Senator for Cardigan
- In office July 8, 1966 – December 1, 1974

Member of the Canadian Parliament for King's
- In office June 6, 1949 – June 9, 1957

Personal details
- Born: March 11, 1901 Souris West, Prince Edward Island, Canada
- Died: December 1, 1974 (aged 73) Souris West, Prince Edward Island, Canada
- Party: Liberal

= Thomas Joseph Kickham =

Canadian politician

Thomas Joseph Kickham (March 11, 1901 - December 1, 1974) was a farmer, trader and political figure on Prince Edward Island. He represented 1st Kings in the Legislative Assembly of Prince Edward Island from 1943 to 1949 and King's in the House of Commons of Canada from 1949 to 1957 as a Liberal. Kickham sat for Cardigan division in the Senate of Canada from 1966 to 1974.

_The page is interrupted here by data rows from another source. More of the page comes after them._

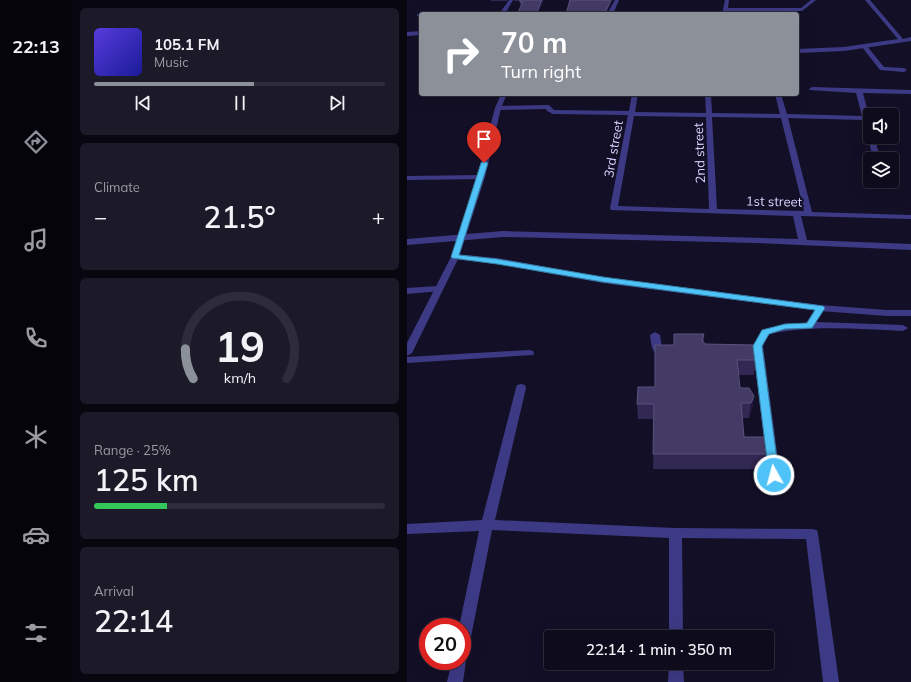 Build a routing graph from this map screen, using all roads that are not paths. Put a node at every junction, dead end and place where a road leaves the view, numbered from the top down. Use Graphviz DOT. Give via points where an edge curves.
graph roads {
  1 [pos="511,0"];
  2 [pos="617,0"];
  3 [pos="727,0"];
  4 [pos="814,0"];
  5 [pos="867,0"];
  6 [pos="802,9"];
  7 [pos="503,12"];
  8 [pos="611,12"];
  9 [pos="725,12"];
  10 [pos="799,12"];
  11 [pos="419,33"];
  12 [pos="407,34"];
  13 [pos="911,38"];
  14 [pos="901,40"];
  15 [pos="864,46"];
  16 [pos="799,51"];
  17 [pos="905,70"];
  18 [pos="812,89"];
  19 [pos="859,91"];
  20 [pos="911,92"];
  21 [pos="503,96"];
  22 [pos="635,96"];
  23 [pos="708,96"];
  24 [pos="779,96"];
  25 [pos="498,108"];
  26 [pos="863,108"];
  27 [pos="632,113"];
  28 [pos="710,114"];
  29 [pos="784,116"];
  30 [pos="863,118"];
  31 [pos="481,177"];
  32 [pos="407,178"];
  33 [pos="614,208"];
  34 [pos="713,211"];
  35 [pos="796,213"];
  36 [pos="809,214"];
  37 [pos="911,217"];
  38 [pos="461,239"];
  39 [pos="407,242"];
  40 [pos="803,242"];
  41 [pos="911,247"];
  42 [pos="455,257"];
  43 [pos="438,289"];
  44 [pos="407,291"];
  45 [pos="820,308"];
  46 [pos="911,313"];
  47 [pos="809,326"];
  48 [pos="903,328"];
  49 [pos="655,335"];
  50 [pos="407,353"];
  51 [pos="529,354"];
  52 [pos="667,354"];
  53 [pos="407,360"];
  54 [pos="521,388"];
  55 [pos="774,475"];
  56 [pos="487,525"];
  57 [pos="407,529"];
  58 [pos="675,534"];
  59 [pos="468,618"];
  60 [pos="676,630"];
  61 [pos="457,670"];
  62 [pos="676,670"];
  63 [pos="455,682"];
  64 [pos="676,682"];
  65 [pos="831,682"];
  1 -- 7 [label="street"];
  2 -- 8 [label="street"];
  3 -- 9 [label="street"];
  4 -- 6 [label="street"];
  5 -- 14 [label="street"];
  6 -- 9 [label="street"];
  6 -- 10 [label="street"];
  11 -- 12 [label="street"];
  13 -- 14 [label="street"];
  14 -- 15 [label="street"];
  15 -- 16 [label="street"];
  15 -- 17 [label="street" via="882,68"];
  18 -- 19 [label="street"];
  19 -- 20 [label="street"];
  19 -- 26 [label="street"];
  21 -- 25 [label="street"];
  22 -- 27 [label="street, 3rd street"];
  23 -- 28 [label="street, 2nd street"];
  24 -- 29 [label="street, 1st street"];
  25 -- 27 [label="street" via="549,107 553,112"];
  25 -- 31 [label="street"];
  27 -- 28 [label="street"];
  27 -- 33 [label="street, 3rd street"];
  28 -- 29 [label="street"];
  28 -- 34 [label="street, 2nd street"];
  29 -- 30 [label="street"];
  29 -- 36 [label="street, 1st street"];
  31 -- 32 [label="street"];
  31 -- 38 [label="street"];
  33 -- 34 [label="street, 1st street"];
  34 -- 35 [label="street, 1st street"];
  35 -- 36 [label="street, 1st street"];
  35 -- 40 [label="street"];
  36 -- 37 [label="street"];
  38 -- 39 [label="street"];
  38 -- 40 [label="street" via="503,234"];
  38 -- 42 [label="street"];
  40 -- 41 [label="street"];
  42 -- 43 [label="street"];
  42 -- 45 [label="street" via="497,261 603,280"];
  43 -- 44 [label="street"];
  43 -- 50 [label="street"];
  45 -- 46 [label="street"];
  45 -- 47 [label="street"];
  47 -- 48 [label="street"];
  47 -- 55 [label="street" via="785,326 765,332 755,355"];
  49 -- 52 [label="street" via="657,350"];
  51 -- 53 [label="street"];
  54 -- 56 [label="street"];
  56 -- 57 [label="street"];
  56 -- 58 [label="street"];
  56 -- 59 [label="street"];
  58 -- 60 [label="street"];
  58 -- 65 [label="street" via="812,534"];
  61 -- 63 [label="street"];
  62 -- 64 [label="street"];
}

He was born in Souris West, Prince Edward Island, the son of Richard Kickham and Alice Landrigan, and was educated at Saint Dunstan's College. In 1943, he married Mabel MacDonald. Kickham resigned his seat in the provincial assembly in 1949 to run for a seat in the House of Commons. He ran unsuccessfully for reelection to the House of Commons in 1957, 1958, 1961 and 1962. He also served as a director for the Kings County Hospital. Kickham died in office in Souris West at the age of 73.